In this paper, we introduce a new optimization method for the classical STRUCTURE model in an MLE framework. We compared the new optimization algorithm to the one implemented in the hitherto fastest program, ADMIXTURE. Our method generally outperformed ADMIXTURE by obtaining estimates with higher likelihood values in similar computational time. The difference between our method applied to called genotypes and ADMIXTURE is the algorithm used to solve sequential QP. Our method uses an adaptation of the Active Set algorithm while ADMIXTURE uses a pivoting method plus a quasi-newton acceleration. We implemented a pivoting-based QP solver, which is also published in Ohana under the name cpax. We also tested the quasi-newton accelerator as well as three other similar accelerators in the family of squared iterative methods, SQUAREM, (Varadhan and Roland, 2008). In our benchmark tests, these techniques did not perform as well. Section S6 in the SI provides more details on this topic.

We extend our new optimization algorithm to a similar model (Skotte et al., 2013) that allows us to infer population structure from genotype likelihoods. The advantage of working on genotype likelihoods instead of called genotypes is that genotype likelihoods incorporate the uncertainty regarding genotype calls inherent in much NGS data, and this makes it more applicable to low- or medium-coverage data (see e.g. Skotte et al., 2013).

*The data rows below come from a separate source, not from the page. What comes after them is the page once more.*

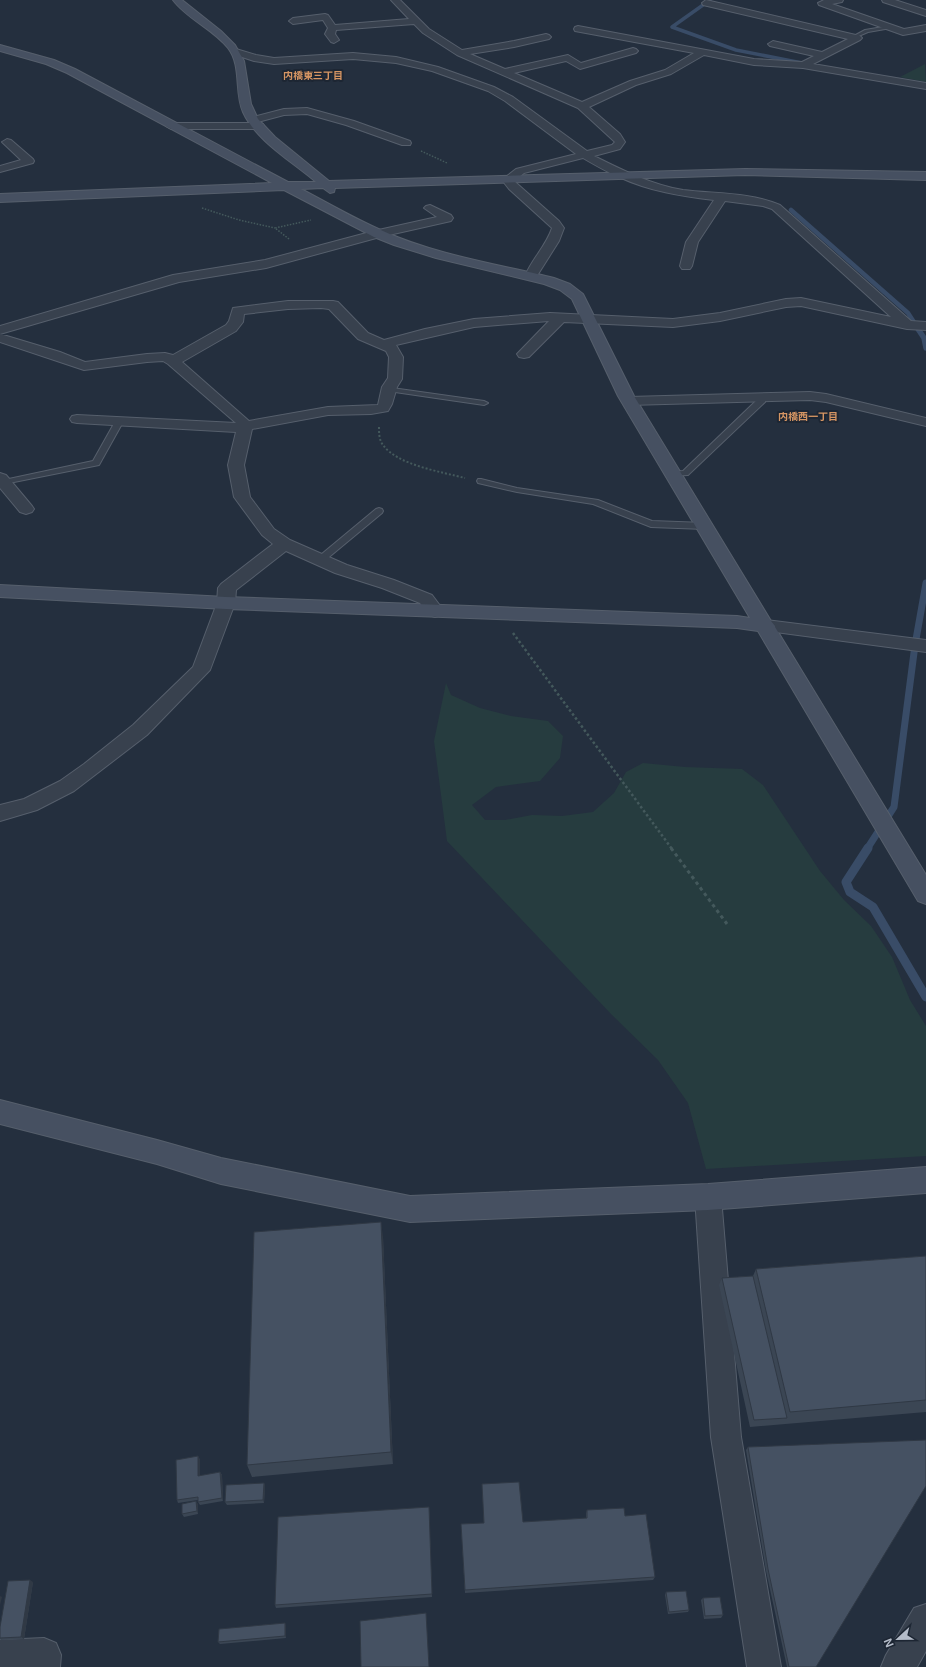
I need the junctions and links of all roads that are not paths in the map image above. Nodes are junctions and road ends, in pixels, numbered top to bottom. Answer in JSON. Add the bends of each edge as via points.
{"nodes":[{"id":1,"x":177,"y":0,"type":"edge"},
{"id":2,"x":395,"y":0,"type":"edge"},
{"id":3,"x":839,"y":0,"type":"edge"},
{"id":4,"x":886,"y":0,"type":"edge"},
{"id":5,"x":817,"y":1,"type":"edge"},
{"id":6,"x":706,"y":3,"type":"dead end"},
{"id":7,"x":926,"y":14,"type":"edge"},
{"id":8,"x":293,"y":21,"type":"dead end"},
{"id":9,"x":415,"y":21,"type":"junction"},
{"id":10,"x":889,"y":27,"type":"junction"},
{"id":11,"x":333,"y":28,"type":"junction"},
{"id":12,"x":926,"y":28,"type":"edge"},
{"id":13,"x":578,"y":29,"type":"dead end"},
{"id":14,"x":903,"y":32,"type":"junction"},
{"id":15,"x":546,"y":37,"type":"dead end"},
{"id":16,"x":854,"y":37,"type":"junction"},
{"id":17,"x":920,"y":39,"type":"dead end"},
{"id":18,"x":334,"y":40,"type":"dead end"},
{"id":19,"x":773,"y":44,"type":"dead end"},
{"id":20,"x":0,"y":48,"type":"edge"},
{"id":21,"x":633,"y":51,"type":"dead end"},
{"id":22,"x":236,"y":52,"type":"junction"},
{"id":23,"x":703,"y":52,"type":"junction"},
{"id":24,"x":460,"y":53,"type":"junction"},
{"id":25,"x":824,"y":55,"type":"junction"},
{"id":26,"x":803,"y":65,"type":"junction"},
{"id":27,"x":505,"y":72,"type":"junction"},
{"id":28,"x":926,"y":86,"type":"edge"},
{"id":29,"x":582,"y":106,"type":"junction"},
{"id":30,"x":256,"y":123,"type":"junction"},
{"id":31,"x":171,"y":126,"type":"junction"},
{"id":32,"x":7,"y":142,"type":"dead end"},
{"id":33,"x":406,"y":143,"type":"road end"},
{"id":34,"x":585,"y":156,"type":"junction"},
{"id":35,"x":0,"y":169,"type":"edge"},
{"id":36,"x":623,"y":175,"type":"junction"},
{"id":37,"x":926,"y":176,"type":"edge"},
{"id":38,"x":508,"y":180,"type":"junction"},
{"id":39,"x":325,"y":184,"type":"junction"},
{"id":40,"x":287,"y":186,"type":"junction"},
{"id":41,"x":722,"y":197,"type":"junction"},
{"id":42,"x":0,"y":198,"type":"edge"},
{"id":43,"x":341,"y":207,"type":"junction"},
{"id":44,"x":430,"y":208,"type":"dead end"},
{"id":45,"x":378,"y":234,"type":"junction"},
{"id":46,"x":686,"y":266,"type":"dead end"},
{"id":47,"x":531,"y":276,"type":"junction"},
{"id":48,"x":561,"y":317,"type":"junction"},
{"id":49,"x":588,"y":318,"type":"junction"},
{"id":50,"x":907,"y":325,"type":"junction"},
{"id":51,"x":926,"y":326,"type":"edge"},
{"id":52,"x":0,"y":330,"type":"edge"},
{"id":53,"x":0,"y":338,"type":"edge"},
{"id":54,"x":384,"y":344,"type":"junction"},
{"id":55,"x":524,"y":354,"type":"dead end"},
{"id":56,"x":173,"y":361,"type":"junction"},
{"id":57,"x":388,"y":390,"type":"junction"},
{"id":58,"x":762,"y":397,"type":"junction"},
{"id":59,"x":629,"y":401,"type":"junction"},
{"id":60,"x":484,"y":403,"type":"dead end"},
{"id":61,"x":77,"y":419,"type":"dead end"},
{"id":62,"x":119,"y":422,"type":"junction"},
{"id":63,"x":926,"y":422,"type":"edge"},
{"id":64,"x":246,"y":425,"type":"junction"},
{"id":65,"x":674,"y":474,"type":"junction"},
{"id":66,"x":482,"y":481,"type":"road end"},
{"id":67,"x":1,"y":482,"type":"edge"},
{"id":68,"x":26,"y":509,"type":"dead end"},
{"id":69,"x":379,"y":511,"type":"dead end"},
{"id":70,"x":705,"y":526,"type":"junction"},
{"id":71,"x":284,"y":544,"type":"junction"},
{"id":72,"x":320,"y":560,"type":"junction"},
{"id":73,"x":0,"y":591,"type":"edge"},
{"id":74,"x":226,"y":603,"type":"junction"},
{"id":75,"x":435,"y":611,"type":"junction"},
{"id":76,"x":766,"y":626,"type":"junction"},
{"id":77,"x":926,"y":646,"type":"edge"},
{"id":78,"x":0,"y":813,"type":"edge"},
{"id":79,"x":926,"y":895,"type":"edge"},
{"id":80,"x":0,"y":1112,"type":"edge"},
{"id":81,"x":926,"y":1180,"type":"edge"},
{"id":82,"x":708,"y":1197,"type":"junction"},
{"id":83,"x":926,"y":1620,"type":"edge"},
{"id":84,"x":0,"y":1657,"type":"edge"},
{"id":85,"x":43,"y":1667,"type":"edge"},
{"id":86,"x":764,"y":1667,"type":"edge"},
{"id":87,"x":898,"y":1667,"type":"edge"}],
"edges":[{"from":1,"to":22,"type":"street"},
{"from":2,"to":9,"type":"street"},
{"from":3,"to":5,"type":"street"},
{"from":4,"to":7,"type":"street"},
{"from":5,"to":10,"type":"street"},
{"from":6,"to":16,"type":"street"},
{"from":8,"to":11,"type":"street","via":[[325,17]]},
{"from":9,"to":11,"type":"street"},
{"from":9,"to":24,"type":"street"},
{"from":10,"to":14,"type":"street"},
{"from":10,"to":16,"type":"lane","via":[[867,31]]},
{"from":11,"to":18,"type":"street","via":[[330,34]]},
{"from":12,"to":14,"type":"street"},
{"from":13,"to":23,"type":"street"},
{"from":14,"to":17,"type":"street"},
{"from":15,"to":24,"type":"street"},
{"from":16,"to":25,"type":"street","via":[[857,38]]},
{"from":19,"to":25,"type":"street"},
{"from":20,"to":31,"type":"street","via":[[71,71]]},
{"from":21,"to":27,"type":"street","via":[[580,66],[568,58]]},
{"from":22,"to":30,"type":"street","via":[[244,97]]},
{"from":22,"to":34,"type":"street","via":[[274,61],[353,56],[396,60],[435,68],[491,89],[509,99]]},
{"from":23,"to":26,"type":"street","via":[[754,62]]},
{"from":23,"to":29,"type":"street","via":[[668,72],[633,83]]},
{"from":24,"to":27,"type":"street"},
{"from":25,"to":26,"type":"street"},
{"from":26,"to":28,"type":"street"},
{"from":27,"to":29,"type":"street"},
{"from":29,"to":34,"type":"street","via":[[620,142],[616,147]]},
{"from":30,"to":31,"type":"street"},
{"from":30,"to":33,"type":"street","via":[[284,112],[307,111]]},
{"from":30,"to":39,"type":"street"},
{"from":31,"to":40,"type":"street"},
{"from":32,"to":35,"type":"street","via":[[29,161]]},
{"from":34,"to":36,"type":"street"},
{"from":34,"to":38,"type":"street","via":[[520,171]]},
{"from":36,"to":37,"type":"street","via":[[745,172]]},
{"from":36,"to":38,"type":"street"},
{"from":36,"to":41,"type":"street","via":[[682,193]]},
{"from":38,"to":39,"type":"street"},
{"from":38,"to":47,"type":"street","via":[[558,228],[556,236]]},
{"from":39,"to":40,"type":"street"},
{"from":39,"to":43,"type":"street"},
{"from":40,"to":42,"type":"street"},
{"from":40,"to":43,"type":"street"},
{"from":41,"to":46,"type":"street","via":[[692,242]]},
{"from":41,"to":50,"type":"street","via":[[766,203],[776,207]]},
{"from":43,"to":45,"type":"street"},
{"from":44,"to":45,"type":"street","via":[[447,218]]},
{"from":45,"to":47,"type":"street","via":[[400,244],[437,255]]},
{"from":45,"to":52,"type":"street","via":[[266,264],[178,278]]},
{"from":47,"to":49,"type":"street","via":[[565,287],[578,297]]},
{"from":48,"to":49,"type":"street"},
{"from":48,"to":54,"type":"street","via":[[474,323]]},
{"from":48,"to":55,"type":"street"},
{"from":49,"to":50,"type":"street","via":[[673,322],[720,317],[801,302]]},
{"from":49,"to":59,"type":"street"},
{"from":50,"to":51,"type":"street"},
{"from":53,"to":56,"type":"street","via":[[84,366],[147,358],[165,358]]},
{"from":54,"to":56,"type":"street","via":[[363,336],[333,305],[288,305],[238,311],[236,322],[231,328]]},
{"from":54,"to":57,"type":"street","via":[[391,348],[396,357],[395,379],[388,386]]},
{"from":56,"to":64,"type":"street"},
{"from":57,"to":60,"type":"lane"},
{"from":57,"to":64,"type":"street","via":[[383,408],[328,411]]},
{"from":58,"to":59,"type":"street"},
{"from":58,"to":63,"type":"street","via":[[826,398]]},
{"from":58,"to":65,"type":"lane","via":[[762,400],[685,472]]},
{"from":59,"to":65,"type":"street"},
{"from":61,"to":62,"type":"street"},
{"from":62,"to":64,"type":"street","via":[[233,428]]},
{"from":62,"to":67,"type":"lane","via":[[96,463]]},
{"from":64,"to":71,"type":"street","via":[[236,465],[242,497],[268,532]]},
{"from":65,"to":70,"type":"street"},
{"from":66,"to":70,"type":"lane","via":[[517,490],[595,502],[651,524]]},
{"from":67,"to":68,"type":"street"},
{"from":69,"to":72,"type":"lane"},
{"from":70,"to":76,"type":"street"},
{"from":71,"to":72,"type":"street"},
{"from":71,"to":74,"type":"street","via":[[227,588]]},
{"from":72,"to":75,"type":"street","via":[[426,599]]},
{"from":73,"to":74,"type":"street"},
{"from":74,"to":75,"type":"street"},
{"from":74,"to":78,"type":"street","via":[[201,670],[140,730],[67,786],[30,805]]},
{"from":75,"to":76,"type":"street","via":[[737,622]]},
{"from":76,"to":77,"type":"street"},
{"from":76,"to":79,"type":"street"},
{"from":80,"to":82,"type":"street","via":[[221,1171],[410,1209]]},
{"from":81,"to":82,"type":"street"},
{"from":82,"to":86,"type":"street","via":[[726,1438]]},
{"from":83,"to":87,"type":"street"},
{"from":84,"to":85,"type":"street","via":[[44,1655]]}]}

In addition, we presented a new approach for estimating trees from ancestry components. Using coalescence simulations, we showed that when the trees are interpreted as reflecting true population trees, external branch lengths tend to be overestimated for small divergence times. However, for long divergence times, the use of a Gaussian model and its inaccuracy in approximating genetic drift cause branch length estimates to be downward biased. Nonetheless, the estimates of tree topology appear reasonably robust. The tree estimation and visualization tool should be of use to other researchers as an additional possible component of STRUCTURE-style analyses. The tree is a visualization of the covariance structure of the admixture components, and it may as such be useful even if a strict interpretation of a evolutionary tree may not be warranted. There might be several reasons why such an interpretation may not be appropriate, most of all because the true nature of the evolution of the ancestry components may not be well-described by a tree. Ancestry components are constructions that may or may not reflect true ancestral populations.

Funding

This work was funded by the Danish Council of Independent Research Sapere Aude grant 12-125062.

Conflict of Interest: none declared.